Dataset entries:

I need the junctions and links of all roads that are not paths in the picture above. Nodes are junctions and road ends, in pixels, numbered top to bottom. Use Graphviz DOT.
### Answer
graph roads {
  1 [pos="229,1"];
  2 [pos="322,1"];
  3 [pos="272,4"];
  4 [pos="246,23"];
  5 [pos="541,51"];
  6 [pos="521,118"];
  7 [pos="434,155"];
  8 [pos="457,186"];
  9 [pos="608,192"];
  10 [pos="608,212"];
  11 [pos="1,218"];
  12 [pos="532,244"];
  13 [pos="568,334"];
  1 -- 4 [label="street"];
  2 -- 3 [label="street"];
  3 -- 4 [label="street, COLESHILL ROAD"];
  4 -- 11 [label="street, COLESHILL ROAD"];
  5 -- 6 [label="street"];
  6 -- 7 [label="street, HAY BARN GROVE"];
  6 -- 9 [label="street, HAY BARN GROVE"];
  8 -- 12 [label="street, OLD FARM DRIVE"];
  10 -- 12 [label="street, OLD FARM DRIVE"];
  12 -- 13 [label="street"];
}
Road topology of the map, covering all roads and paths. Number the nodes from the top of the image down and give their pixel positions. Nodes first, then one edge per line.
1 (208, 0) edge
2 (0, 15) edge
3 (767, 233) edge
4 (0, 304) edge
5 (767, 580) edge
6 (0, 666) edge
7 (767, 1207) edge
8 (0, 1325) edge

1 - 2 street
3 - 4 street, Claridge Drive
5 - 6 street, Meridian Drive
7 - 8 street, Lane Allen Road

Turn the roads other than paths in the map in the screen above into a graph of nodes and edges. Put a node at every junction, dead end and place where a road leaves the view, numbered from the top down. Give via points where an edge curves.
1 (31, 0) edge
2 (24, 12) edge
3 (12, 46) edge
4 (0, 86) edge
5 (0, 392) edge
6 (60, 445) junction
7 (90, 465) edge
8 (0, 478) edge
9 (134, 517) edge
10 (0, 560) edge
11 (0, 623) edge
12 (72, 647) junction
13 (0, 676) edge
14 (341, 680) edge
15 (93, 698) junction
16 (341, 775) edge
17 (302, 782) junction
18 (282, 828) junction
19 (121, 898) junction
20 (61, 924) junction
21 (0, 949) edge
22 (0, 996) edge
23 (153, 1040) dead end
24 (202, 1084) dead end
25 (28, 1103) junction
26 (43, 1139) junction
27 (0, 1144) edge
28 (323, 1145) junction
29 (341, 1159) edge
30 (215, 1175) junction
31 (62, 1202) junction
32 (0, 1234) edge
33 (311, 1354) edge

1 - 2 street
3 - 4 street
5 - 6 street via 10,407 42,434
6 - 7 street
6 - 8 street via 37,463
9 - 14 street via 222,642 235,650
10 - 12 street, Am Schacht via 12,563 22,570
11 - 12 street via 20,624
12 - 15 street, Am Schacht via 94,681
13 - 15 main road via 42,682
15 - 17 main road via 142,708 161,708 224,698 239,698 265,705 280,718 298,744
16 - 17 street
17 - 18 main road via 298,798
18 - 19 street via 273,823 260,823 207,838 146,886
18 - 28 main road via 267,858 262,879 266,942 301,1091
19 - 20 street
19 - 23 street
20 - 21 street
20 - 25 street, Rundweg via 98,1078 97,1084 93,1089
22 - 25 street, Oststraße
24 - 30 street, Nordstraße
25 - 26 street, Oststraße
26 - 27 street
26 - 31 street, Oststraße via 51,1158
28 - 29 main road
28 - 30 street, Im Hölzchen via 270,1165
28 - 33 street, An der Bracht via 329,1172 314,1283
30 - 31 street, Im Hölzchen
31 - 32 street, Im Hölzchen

*Work instructions*
Exact copies of every record above are required.

*Task solution*
I need the junctions and links of all roads that are not paths in the picture above. Nodes are junctions and road ends, in pixels, numbered top to bottom. Use Graphviz DOT.
### Answer
graph roads {
  1 [pos="229,1"];
  2 [pos="322,1"];
  3 [pos="272,4"];
  4 [pos="246,23"];
  5 [pos="541,51"];
  6 [pos="521,118"];
  7 [pos="434,155"];
  8 [pos="457,186"];
  9 [pos="608,192"];
  10 [pos="608,212"];
  11 [pos="1,218"];
  12 [pos="532,244"];
  13 [pos="568,334"];
  1 -- 4 [label="street"];
  2 -- 3 [label="street"];
  3 -- 4 [label="street, COLESHILL ROAD"];
  4 -- 11 [label="street, COLESHILL ROAD"];
  5 -- 6 [label="street"];
  6 -- 7 [label="street, HAY BARN GROVE"];
  6 -- 9 [label="street, HAY BARN GROVE"];
  8 -- 12 [label="street, OLD FARM DRIVE"];
  10 -- 12 [label="street, OLD FARM DRIVE"];
  12 -- 13 [label="street"];
}
Road topology of the map, covering all roads and paths. Number the nodes from the top of the image down and give their pixel positions. Nodes first, then one edge per line.
1 (208, 0) edge
2 (0, 15) edge
3 (767, 233) edge
4 (0, 304) edge
5 (767, 580) edge
6 (0, 666) edge
7 (767, 1207) edge
8 (0, 1325) edge

1 - 2 street
3 - 4 street, Claridge Drive
5 - 6 street, Meridian Drive
7 - 8 street, Lane Allen Road

Turn the roads other than paths in the map in the screen above into a graph of nodes and edges. Put a node at every junction, dead end and place where a road leaves the view, numbered from the top down. Give via points where an edge curves.
1 (31, 0) edge
2 (24, 12) edge
3 (12, 46) edge
4 (0, 86) edge
5 (0, 392) edge
6 (60, 445) junction
7 (90, 465) edge
8 (0, 478) edge
9 (134, 517) edge
10 (0, 560) edge
11 (0, 623) edge
12 (72, 647) junction
13 (0, 676) edge
14 (341, 680) edge
15 (93, 698) junction
16 (341, 775) edge
17 (302, 782) junction
18 (282, 828) junction
19 (121, 898) junction
20 (61, 924) junction
21 (0, 949) edge
22 (0, 996) edge
23 (153, 1040) dead end
24 (202, 1084) dead end
25 (28, 1103) junction
26 (43, 1139) junction
27 (0, 1144) edge
28 (323, 1145) junction
29 (341, 1159) edge
30 (215, 1175) junction
31 (62, 1202) junction
32 (0, 1234) edge
33 (311, 1354) edge

1 - 2 street
3 - 4 street
5 - 6 street via 10,407 42,434
6 - 7 street
6 - 8 street via 37,463
9 - 14 street via 222,642 235,650
10 - 12 street, Am Schacht via 12,563 22,570
11 - 12 street via 20,624
12 - 15 street, Am Schacht via 94,681
13 - 15 main road via 42,682
15 - 17 main road via 142,708 161,708 224,698 239,698 265,705 280,718 298,744
16 - 17 street
17 - 18 main road via 298,798
18 - 19 street via 273,823 260,823 207,838 146,886
18 - 28 main road via 267,858 262,879 266,942 301,1091
19 - 20 street
19 - 23 street
20 - 21 street
20 - 25 street, Rundweg via 98,1078 97,1084 93,1089
22 - 25 street, Oststraße
24 - 30 street, Nordstraße
25 - 26 street, Oststraße
26 - 27 street
26 - 31 street, Oststraße via 51,1158
28 - 29 main road
28 - 30 street, Im Hölzchen via 270,1165
28 - 33 street, An der Bracht via 329,1172 314,1283
30 - 31 street, Im Hölzchen
31 - 32 street, Im Hölzchen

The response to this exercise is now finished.